Activity, outdoors, fresh air – hiking is a perfect way to bring you and your dog closer together. Few activities will inspire dogs who like to explore the wilderness with their best friend. However, it’s not as easy as just packing up your furry buddy and going on the trails. Preparation and proper tools are necessary to ensure that you, your dog and your fellow hikers enjoy a safe, responsible and rewarding hike. Here are some suggestions to make the best of your dog-friendly trail day.
Prepare your dog physically
Just like you, your dog needs to be in shape to make a hike. First, all puppies younger than one year should probably be left at home. The demanding nature of hiking – uneven paths, steep inclines, long stretches – is often too much for their young bodies. In some cases, walking can even permanently damage the puppies’ developing bones and joints. For adults: Weight, age and breed should all be considered. Older or overweight dogs are obviously not the best candidates for migration. Push-nosed and smaller dogs also have more problems walking than other breeds (although they often excel in shorter, easier walks).
Fortunately, it is not difficult to train your dog for hiking. In fact, the process is similar to preparing people for hiking. Training should start with small walks and slowly move on to higher mileage and more difficult terrain. The goal is to build your dog’s stamina and tighten the paw pads. If you see your dog licking his paws, panting excessively, limping behind, or putting his tail in, you should stop, rest and give your dog some water and a snack. These are signs of an exhausted dog. With proper and patient physical exercise, your dog should be ready for his first hike in a few weeks.

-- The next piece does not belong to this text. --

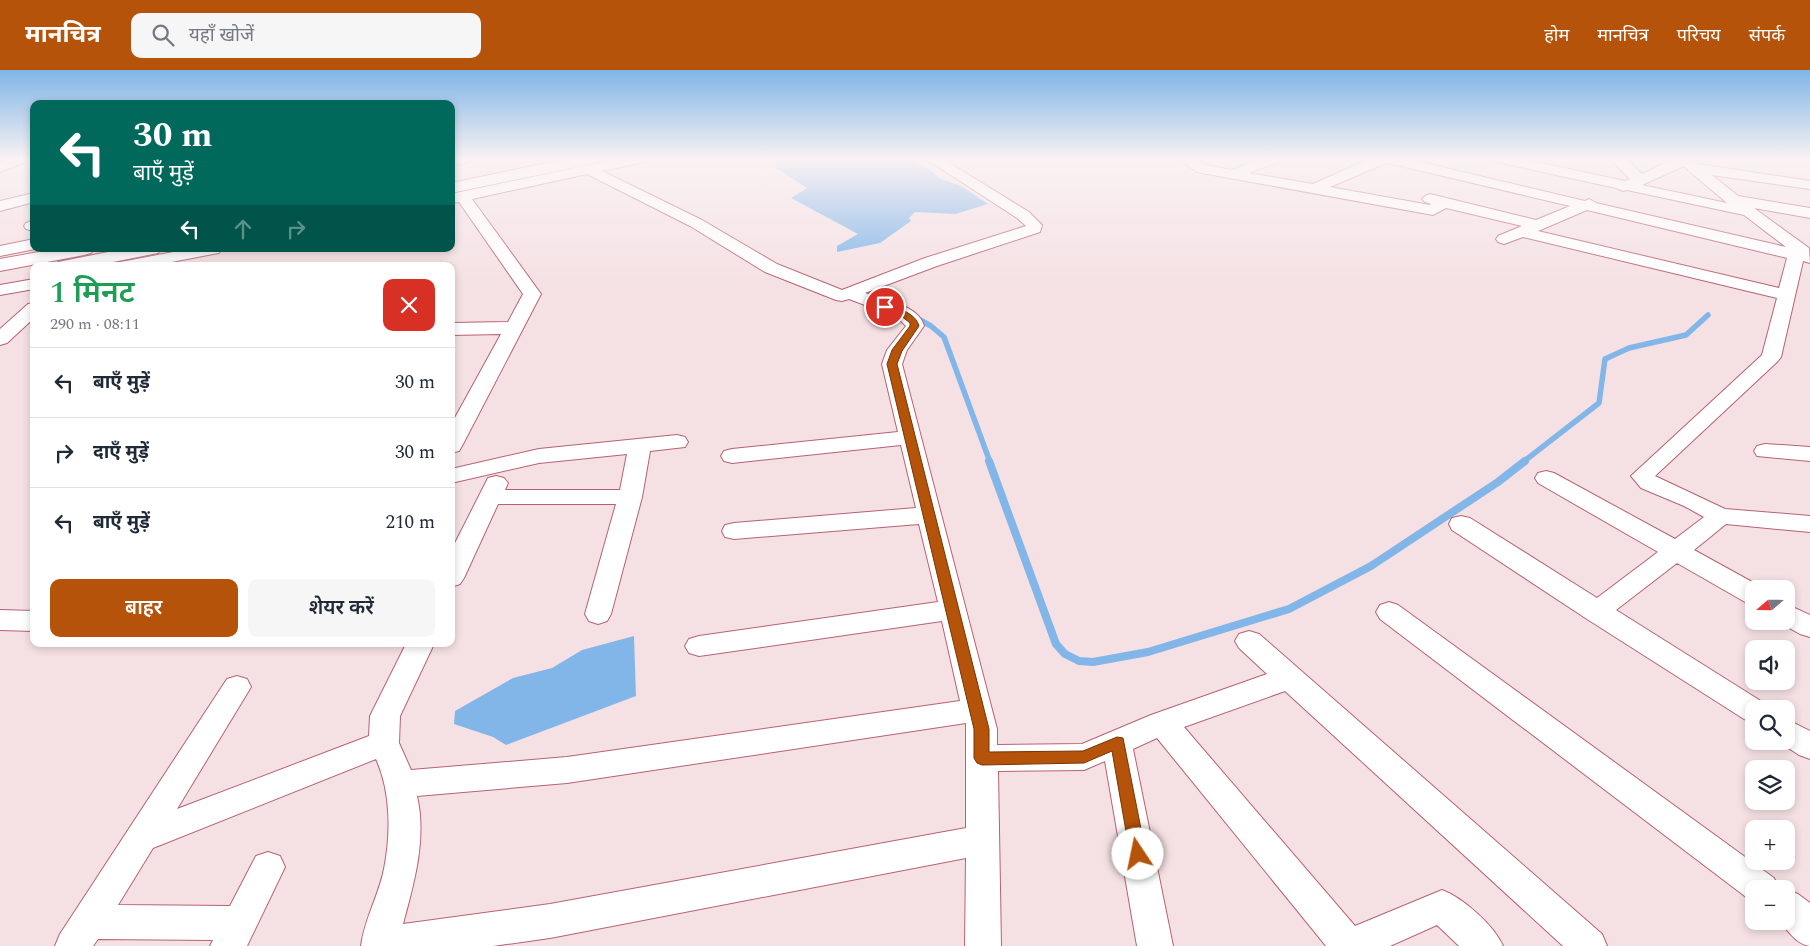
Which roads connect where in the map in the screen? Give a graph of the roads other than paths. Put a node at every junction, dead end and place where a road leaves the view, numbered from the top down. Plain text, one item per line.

Train your dog for obedience
When hiking with man’s best friend, basic obedience is crucial. Well-trained dogs are simply much less prone to injuring themselves or others on the way. “Sitting”, “staying”, “coming”, “heels” and “leaving” are all essential. If your dog is not familiar with these commands and is thoroughly socialized with humans and other dogs, he is not yet ready to walk. Wild animals, other walkers, other dogs, poisonous mushrooms and berry paths are full of potential pitfalls that could endanger both you and your pet if they are not properly trained. Aggressive, noisy and overly protective dogs are not good candidates for hiking either.
Explore the Way
Before you choose a trail for yourself and your furry buddy, it’s best to do some research. Some areas and trails require permits or have other strict regulations for dogs (e.g. most national parks do not permit any dogs on trails). Waste disposal, leashing, breed restrictions – all trails have at least some rules. To save yourself a nice and really short day on the trail, it’s best to know what the rules are before you start a hike.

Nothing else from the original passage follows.